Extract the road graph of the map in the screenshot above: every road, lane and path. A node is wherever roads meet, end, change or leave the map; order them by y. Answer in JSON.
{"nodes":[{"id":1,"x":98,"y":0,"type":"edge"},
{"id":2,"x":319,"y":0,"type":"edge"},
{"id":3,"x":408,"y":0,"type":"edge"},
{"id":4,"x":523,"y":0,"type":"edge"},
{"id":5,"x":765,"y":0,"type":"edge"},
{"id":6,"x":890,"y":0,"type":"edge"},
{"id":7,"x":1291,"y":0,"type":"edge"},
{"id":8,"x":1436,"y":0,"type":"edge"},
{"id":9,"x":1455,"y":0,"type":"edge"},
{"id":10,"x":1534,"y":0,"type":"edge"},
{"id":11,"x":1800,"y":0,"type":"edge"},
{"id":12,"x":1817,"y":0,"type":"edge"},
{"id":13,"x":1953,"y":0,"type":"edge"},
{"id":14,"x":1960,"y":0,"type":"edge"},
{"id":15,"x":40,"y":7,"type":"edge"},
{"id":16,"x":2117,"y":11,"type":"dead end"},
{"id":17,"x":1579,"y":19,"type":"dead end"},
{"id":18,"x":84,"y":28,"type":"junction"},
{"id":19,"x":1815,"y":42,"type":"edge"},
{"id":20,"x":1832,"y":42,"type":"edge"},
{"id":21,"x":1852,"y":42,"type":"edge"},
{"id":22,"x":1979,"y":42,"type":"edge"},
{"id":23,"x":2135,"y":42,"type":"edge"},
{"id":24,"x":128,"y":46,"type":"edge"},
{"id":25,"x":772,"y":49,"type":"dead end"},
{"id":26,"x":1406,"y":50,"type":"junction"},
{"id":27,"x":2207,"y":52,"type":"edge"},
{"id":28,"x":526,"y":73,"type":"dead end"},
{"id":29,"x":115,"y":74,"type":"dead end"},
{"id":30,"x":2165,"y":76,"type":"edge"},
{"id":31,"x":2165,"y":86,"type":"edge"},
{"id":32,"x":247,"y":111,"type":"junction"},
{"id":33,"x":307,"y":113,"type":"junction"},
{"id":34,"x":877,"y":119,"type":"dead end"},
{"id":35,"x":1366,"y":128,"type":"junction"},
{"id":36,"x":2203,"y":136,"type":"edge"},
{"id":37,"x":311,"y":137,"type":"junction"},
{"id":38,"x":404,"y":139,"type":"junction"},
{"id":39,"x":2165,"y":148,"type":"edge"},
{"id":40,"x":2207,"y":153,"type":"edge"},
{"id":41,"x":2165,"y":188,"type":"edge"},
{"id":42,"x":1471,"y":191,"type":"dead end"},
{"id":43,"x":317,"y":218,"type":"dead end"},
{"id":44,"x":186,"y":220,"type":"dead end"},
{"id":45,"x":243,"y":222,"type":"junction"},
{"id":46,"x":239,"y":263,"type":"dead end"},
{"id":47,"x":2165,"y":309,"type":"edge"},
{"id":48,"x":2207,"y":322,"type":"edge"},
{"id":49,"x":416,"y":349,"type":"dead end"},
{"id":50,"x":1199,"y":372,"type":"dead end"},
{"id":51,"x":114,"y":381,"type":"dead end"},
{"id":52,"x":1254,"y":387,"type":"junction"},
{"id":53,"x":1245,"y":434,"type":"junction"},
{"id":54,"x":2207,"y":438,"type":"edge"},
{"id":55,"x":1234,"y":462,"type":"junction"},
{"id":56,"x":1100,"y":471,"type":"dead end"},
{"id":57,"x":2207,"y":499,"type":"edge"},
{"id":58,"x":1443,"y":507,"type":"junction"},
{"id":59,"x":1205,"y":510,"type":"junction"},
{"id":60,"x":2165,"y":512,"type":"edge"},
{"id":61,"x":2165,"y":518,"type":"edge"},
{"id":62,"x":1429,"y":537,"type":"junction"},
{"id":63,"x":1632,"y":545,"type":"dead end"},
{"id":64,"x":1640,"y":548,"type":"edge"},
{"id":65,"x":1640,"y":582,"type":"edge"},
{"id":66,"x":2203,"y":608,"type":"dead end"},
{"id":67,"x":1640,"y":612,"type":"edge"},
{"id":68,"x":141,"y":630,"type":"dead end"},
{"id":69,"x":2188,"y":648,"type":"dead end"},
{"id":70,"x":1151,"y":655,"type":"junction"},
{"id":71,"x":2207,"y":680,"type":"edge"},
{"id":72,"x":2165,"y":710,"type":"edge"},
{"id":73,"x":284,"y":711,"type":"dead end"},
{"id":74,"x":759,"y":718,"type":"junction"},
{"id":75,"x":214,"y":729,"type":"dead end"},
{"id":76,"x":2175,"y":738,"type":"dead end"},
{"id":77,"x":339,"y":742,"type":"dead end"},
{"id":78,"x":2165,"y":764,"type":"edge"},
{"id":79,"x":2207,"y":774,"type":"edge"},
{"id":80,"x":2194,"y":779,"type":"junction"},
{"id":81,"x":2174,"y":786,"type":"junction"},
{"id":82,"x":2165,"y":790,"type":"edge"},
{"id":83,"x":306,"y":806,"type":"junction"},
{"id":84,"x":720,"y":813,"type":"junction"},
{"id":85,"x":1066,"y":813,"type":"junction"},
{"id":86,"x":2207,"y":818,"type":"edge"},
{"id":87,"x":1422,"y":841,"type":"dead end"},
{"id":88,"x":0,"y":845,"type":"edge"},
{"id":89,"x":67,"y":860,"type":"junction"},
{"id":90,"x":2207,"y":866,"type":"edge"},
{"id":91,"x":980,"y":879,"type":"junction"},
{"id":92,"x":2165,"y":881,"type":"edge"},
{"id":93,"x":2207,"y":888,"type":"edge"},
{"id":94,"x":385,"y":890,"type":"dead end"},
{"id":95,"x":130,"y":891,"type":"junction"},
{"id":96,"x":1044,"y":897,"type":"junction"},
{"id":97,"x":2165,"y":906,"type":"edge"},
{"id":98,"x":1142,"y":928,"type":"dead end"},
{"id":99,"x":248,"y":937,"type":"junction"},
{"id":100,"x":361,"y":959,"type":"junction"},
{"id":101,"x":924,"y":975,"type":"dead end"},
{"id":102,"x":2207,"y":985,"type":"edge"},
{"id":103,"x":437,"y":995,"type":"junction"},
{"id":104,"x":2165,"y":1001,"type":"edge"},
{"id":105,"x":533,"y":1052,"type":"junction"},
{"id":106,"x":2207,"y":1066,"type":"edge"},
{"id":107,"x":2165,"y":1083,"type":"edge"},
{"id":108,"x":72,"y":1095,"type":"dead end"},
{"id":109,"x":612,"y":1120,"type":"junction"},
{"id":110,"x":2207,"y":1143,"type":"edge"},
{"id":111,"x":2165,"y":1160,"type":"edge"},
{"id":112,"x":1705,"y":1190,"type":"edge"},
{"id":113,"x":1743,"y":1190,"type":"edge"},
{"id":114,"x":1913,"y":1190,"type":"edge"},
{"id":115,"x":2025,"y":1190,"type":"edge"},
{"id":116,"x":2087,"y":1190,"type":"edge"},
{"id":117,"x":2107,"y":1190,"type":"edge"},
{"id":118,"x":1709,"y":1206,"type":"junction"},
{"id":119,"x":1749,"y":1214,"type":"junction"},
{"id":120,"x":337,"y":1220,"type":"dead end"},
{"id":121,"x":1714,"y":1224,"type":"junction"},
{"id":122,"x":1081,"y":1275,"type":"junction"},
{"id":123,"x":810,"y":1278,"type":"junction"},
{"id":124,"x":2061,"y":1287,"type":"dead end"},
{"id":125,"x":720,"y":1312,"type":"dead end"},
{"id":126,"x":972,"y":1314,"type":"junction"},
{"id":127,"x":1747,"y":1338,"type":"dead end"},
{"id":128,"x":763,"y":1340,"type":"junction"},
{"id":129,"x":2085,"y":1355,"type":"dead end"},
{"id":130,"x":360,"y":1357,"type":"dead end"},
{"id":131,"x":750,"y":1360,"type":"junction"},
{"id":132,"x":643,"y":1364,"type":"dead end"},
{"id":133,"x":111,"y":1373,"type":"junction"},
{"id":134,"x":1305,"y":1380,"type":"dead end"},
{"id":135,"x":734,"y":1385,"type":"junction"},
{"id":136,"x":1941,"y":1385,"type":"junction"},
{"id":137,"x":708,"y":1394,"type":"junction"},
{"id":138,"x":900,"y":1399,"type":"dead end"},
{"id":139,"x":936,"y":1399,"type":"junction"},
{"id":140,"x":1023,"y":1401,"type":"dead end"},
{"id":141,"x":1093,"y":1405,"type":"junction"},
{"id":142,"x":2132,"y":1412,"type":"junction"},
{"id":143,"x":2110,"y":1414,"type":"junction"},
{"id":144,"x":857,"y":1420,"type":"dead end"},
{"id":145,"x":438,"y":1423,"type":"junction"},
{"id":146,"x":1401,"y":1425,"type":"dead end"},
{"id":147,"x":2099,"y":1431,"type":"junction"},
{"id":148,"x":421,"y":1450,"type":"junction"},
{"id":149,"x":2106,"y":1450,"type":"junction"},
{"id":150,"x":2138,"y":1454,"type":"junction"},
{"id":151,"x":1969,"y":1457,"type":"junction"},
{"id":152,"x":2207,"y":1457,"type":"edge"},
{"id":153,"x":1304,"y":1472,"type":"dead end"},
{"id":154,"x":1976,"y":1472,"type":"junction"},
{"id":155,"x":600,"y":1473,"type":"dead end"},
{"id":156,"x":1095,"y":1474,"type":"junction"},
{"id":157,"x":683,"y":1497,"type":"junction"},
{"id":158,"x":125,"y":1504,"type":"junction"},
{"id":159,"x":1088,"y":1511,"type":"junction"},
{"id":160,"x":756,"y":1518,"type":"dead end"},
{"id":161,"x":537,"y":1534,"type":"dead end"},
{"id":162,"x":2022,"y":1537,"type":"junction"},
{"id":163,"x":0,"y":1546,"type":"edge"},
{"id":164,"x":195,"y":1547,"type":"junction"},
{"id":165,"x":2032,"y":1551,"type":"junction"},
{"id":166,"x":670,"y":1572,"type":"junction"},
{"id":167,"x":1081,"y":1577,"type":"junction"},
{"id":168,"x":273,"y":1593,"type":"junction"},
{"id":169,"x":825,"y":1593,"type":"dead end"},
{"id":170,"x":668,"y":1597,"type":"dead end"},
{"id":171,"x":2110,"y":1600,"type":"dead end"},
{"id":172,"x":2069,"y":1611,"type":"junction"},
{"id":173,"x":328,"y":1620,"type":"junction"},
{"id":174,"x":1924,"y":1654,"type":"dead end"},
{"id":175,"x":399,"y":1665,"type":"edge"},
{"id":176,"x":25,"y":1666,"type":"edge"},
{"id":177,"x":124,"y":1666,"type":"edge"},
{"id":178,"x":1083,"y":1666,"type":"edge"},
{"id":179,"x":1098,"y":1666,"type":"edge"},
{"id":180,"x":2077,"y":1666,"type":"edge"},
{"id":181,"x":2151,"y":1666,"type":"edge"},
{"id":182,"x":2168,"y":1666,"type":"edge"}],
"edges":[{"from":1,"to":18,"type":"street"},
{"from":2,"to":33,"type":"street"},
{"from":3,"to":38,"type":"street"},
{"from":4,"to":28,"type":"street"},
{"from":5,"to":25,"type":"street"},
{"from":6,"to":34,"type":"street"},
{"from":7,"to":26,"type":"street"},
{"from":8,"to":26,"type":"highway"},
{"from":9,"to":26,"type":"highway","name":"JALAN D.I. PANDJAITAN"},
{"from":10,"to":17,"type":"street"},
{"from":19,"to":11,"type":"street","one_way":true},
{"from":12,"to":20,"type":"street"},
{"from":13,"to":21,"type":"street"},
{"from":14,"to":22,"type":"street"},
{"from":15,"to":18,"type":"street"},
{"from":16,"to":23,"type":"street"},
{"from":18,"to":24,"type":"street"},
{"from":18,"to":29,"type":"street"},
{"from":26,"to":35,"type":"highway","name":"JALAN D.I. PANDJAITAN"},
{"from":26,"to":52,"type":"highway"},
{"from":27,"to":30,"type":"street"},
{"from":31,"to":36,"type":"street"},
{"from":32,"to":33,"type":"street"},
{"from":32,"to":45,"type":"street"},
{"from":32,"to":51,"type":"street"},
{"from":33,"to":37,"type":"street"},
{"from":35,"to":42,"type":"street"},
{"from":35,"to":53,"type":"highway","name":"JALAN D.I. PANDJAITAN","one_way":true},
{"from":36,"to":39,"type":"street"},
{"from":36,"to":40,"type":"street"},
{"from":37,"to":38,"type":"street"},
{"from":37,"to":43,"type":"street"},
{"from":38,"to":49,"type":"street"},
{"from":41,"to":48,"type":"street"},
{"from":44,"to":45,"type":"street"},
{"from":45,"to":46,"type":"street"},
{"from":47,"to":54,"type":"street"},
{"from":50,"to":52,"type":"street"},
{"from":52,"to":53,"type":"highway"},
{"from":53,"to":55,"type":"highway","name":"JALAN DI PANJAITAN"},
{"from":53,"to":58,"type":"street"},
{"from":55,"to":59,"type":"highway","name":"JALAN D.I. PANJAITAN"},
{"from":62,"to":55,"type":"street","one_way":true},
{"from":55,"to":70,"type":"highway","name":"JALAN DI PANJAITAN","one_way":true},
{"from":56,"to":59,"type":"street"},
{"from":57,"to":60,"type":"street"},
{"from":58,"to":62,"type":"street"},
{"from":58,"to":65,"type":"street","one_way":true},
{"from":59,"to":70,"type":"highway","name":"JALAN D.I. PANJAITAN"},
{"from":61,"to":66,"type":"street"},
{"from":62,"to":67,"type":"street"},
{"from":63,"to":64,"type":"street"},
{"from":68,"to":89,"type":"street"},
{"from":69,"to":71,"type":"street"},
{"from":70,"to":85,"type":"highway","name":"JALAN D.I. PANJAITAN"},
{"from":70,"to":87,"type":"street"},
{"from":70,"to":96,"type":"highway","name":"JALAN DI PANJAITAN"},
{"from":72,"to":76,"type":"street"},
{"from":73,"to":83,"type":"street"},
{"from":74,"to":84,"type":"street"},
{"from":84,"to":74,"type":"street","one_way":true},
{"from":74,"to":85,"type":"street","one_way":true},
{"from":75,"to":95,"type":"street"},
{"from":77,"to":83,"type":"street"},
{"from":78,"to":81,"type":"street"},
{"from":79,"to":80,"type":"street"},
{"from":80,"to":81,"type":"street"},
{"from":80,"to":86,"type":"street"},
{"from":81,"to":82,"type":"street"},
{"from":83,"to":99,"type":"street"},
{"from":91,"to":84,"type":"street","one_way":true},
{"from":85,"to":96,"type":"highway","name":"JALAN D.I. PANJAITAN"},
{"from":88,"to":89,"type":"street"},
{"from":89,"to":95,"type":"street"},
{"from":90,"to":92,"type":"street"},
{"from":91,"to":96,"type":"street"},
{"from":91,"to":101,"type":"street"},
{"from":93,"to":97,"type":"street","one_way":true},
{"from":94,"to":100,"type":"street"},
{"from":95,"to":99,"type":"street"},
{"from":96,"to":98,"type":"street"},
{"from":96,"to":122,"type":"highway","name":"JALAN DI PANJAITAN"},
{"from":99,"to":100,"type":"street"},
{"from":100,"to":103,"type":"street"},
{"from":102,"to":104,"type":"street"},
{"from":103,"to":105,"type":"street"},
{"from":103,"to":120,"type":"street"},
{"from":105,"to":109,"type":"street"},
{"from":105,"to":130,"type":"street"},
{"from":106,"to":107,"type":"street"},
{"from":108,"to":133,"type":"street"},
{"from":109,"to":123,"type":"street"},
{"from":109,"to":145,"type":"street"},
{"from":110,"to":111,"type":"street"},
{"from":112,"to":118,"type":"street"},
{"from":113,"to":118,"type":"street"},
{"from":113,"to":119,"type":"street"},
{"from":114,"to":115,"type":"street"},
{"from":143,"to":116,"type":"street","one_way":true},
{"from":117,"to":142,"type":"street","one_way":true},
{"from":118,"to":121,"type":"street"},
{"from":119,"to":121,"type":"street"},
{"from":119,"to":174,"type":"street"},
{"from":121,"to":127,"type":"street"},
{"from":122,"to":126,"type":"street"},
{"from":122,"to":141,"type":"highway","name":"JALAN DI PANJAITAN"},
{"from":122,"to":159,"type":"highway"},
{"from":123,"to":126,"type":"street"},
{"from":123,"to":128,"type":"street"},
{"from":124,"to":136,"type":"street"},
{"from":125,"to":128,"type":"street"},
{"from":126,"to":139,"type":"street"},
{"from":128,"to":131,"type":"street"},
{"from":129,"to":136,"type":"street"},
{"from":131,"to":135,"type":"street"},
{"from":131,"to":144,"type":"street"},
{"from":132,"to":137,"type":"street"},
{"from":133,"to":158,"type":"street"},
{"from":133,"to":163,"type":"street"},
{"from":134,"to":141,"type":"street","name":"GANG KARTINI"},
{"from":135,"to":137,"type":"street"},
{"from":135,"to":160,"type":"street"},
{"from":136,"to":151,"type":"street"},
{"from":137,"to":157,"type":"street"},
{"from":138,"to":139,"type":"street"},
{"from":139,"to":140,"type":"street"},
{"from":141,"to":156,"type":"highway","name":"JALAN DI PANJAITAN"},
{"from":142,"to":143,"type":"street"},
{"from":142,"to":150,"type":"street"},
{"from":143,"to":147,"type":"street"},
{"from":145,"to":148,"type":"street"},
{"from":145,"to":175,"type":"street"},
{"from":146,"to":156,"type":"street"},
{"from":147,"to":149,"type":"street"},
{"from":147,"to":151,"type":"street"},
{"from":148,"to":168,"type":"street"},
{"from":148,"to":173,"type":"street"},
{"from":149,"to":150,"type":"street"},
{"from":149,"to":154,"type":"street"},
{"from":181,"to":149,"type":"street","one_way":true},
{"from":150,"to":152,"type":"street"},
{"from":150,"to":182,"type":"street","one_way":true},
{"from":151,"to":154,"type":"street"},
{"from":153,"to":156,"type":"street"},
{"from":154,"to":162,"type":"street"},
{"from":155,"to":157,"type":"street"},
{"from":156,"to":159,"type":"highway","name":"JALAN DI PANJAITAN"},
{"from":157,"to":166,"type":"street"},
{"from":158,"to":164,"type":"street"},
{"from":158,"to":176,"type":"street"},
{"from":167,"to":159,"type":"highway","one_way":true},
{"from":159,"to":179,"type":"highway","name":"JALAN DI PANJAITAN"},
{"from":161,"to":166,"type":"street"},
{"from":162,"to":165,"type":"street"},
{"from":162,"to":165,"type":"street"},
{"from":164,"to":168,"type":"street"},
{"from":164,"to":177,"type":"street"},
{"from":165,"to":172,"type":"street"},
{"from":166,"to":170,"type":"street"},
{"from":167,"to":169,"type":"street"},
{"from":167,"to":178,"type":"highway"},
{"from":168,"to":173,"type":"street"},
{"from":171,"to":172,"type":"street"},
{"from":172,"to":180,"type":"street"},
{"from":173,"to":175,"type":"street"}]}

What to produce: Go through the listing above, and whenever a line holds the word "PANDJAITAN", copy it.

Answer space:
{"from":9,"to":26,"type":"highway","name":"JALAN D.I. PANDJAITAN"},
{"from":26,"to":35,"type":"highway","name":"JALAN D.I. PANDJAITAN"},
{"from":35,"to":53,"type":"highway","name":"JALAN D.I. PANDJAITAN","one_way":true},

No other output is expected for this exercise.